» **TASK DETAILS**
Nothing should be left out. Transcribe the entries exactly as written.

*** RECORDED DATA Section Begins ***

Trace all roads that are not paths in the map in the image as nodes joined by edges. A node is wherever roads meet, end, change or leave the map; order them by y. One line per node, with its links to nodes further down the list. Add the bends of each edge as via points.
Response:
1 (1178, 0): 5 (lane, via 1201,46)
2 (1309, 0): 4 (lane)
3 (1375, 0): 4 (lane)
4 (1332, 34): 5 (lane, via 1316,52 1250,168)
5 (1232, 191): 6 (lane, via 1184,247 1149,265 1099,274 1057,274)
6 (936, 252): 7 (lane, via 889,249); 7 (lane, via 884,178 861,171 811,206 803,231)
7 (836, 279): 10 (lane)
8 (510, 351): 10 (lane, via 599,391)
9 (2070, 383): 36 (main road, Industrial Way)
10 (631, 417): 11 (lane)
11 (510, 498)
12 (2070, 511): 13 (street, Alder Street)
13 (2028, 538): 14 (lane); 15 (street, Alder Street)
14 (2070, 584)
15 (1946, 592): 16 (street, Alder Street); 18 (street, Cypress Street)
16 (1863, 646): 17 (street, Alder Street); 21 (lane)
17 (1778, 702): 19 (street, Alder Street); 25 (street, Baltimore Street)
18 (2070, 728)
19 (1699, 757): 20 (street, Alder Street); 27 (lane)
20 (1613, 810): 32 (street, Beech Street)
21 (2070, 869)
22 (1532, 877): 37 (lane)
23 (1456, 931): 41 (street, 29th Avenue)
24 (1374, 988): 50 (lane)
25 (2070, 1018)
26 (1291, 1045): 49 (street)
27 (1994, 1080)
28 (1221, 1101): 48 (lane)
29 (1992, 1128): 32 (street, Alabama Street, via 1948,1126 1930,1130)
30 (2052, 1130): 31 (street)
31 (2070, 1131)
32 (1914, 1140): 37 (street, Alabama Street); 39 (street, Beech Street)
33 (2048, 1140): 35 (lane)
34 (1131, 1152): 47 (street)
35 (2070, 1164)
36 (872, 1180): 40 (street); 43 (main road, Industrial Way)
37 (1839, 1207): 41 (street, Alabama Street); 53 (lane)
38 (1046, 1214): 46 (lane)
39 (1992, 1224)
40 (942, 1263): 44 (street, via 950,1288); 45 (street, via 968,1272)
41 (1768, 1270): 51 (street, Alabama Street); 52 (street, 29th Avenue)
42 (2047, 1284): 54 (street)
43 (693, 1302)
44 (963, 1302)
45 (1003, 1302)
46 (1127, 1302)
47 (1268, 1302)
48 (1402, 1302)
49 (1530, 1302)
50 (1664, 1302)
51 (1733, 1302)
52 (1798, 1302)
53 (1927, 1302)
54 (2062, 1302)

*** RECORDED DATA Section Ends ***

» **RESULT FOR THIS EXERCISE**
Trace all roads that are not paths in the map in the image as nodes joined by edges. A node is wherever roads meet, end, change or leave the map; order them by y. One line per node, with its links to nodes further down the list. Add the bends of each edge as via points.
Response:
1 (1178, 0): 5 (lane, via 1201,46)
2 (1309, 0): 4 (lane)
3 (1375, 0): 4 (lane)
4 (1332, 34): 5 (lane, via 1316,52 1250,168)
5 (1232, 191): 6 (lane, via 1184,247 1149,265 1099,274 1057,274)
6 (936, 252): 7 (lane, via 889,249); 7 (lane, via 884,178 861,171 811,206 803,231)
7 (836, 279): 10 (lane)
8 (510, 351): 10 (lane, via 599,391)
9 (2070, 383): 36 (main road, Industrial Way)
10 (631, 417): 11 (lane)
11 (510, 498)
12 (2070, 511): 13 (street, Alder Street)
13 (2028, 538): 14 (lane); 15 (street, Alder Street)
14 (2070, 584)
15 (1946, 592): 16 (street, Alder Street); 18 (street, Cypress Street)
16 (1863, 646): 17 (street, Alder Street); 21 (lane)
17 (1778, 702): 19 (street, Alder Street); 25 (street, Baltimore Street)
18 (2070, 728)
19 (1699, 757): 20 (street, Alder Street); 27 (lane)
20 (1613, 810): 32 (street, Beech Street)
21 (2070, 869)
22 (1532, 877): 37 (lane)
23 (1456, 931): 41 (street, 29th Avenue)
24 (1374, 988): 50 (lane)
25 (2070, 1018)
26 (1291, 1045): 49 (street)
27 (1994, 1080)
28 (1221, 1101): 48 (lane)
29 (1992, 1128): 32 (street, Alabama Street, via 1948,1126 1930,1130)
30 (2052, 1130): 31 (street)
31 (2070, 1131)
32 (1914, 1140): 37 (street, Alabama Street); 39 (street, Beech Street)
33 (2048, 1140): 35 (lane)
34 (1131, 1152): 47 (street)
35 (2070, 1164)
36 (872, 1180): 40 (street); 43 (main road, Industrial Way)
37 (1839, 1207): 41 (street, Alabama Street); 53 (lane)
38 (1046, 1214): 46 (lane)
39 (1992, 1224)
40 (942, 1263): 44 (street, via 950,1288); 45 (street, via 968,1272)
41 (1768, 1270): 51 (street, Alabama Street); 52 (street, 29th Avenue)
42 (2047, 1284): 54 (street)
43 (693, 1302)
44 (963, 1302)
45 (1003, 1302)
46 (1127, 1302)
47 (1268, 1302)
48 (1402, 1302)
49 (1530, 1302)
50 (1664, 1302)
51 (1733, 1302)
52 (1798, 1302)
53 (1927, 1302)
54 (2062, 1302)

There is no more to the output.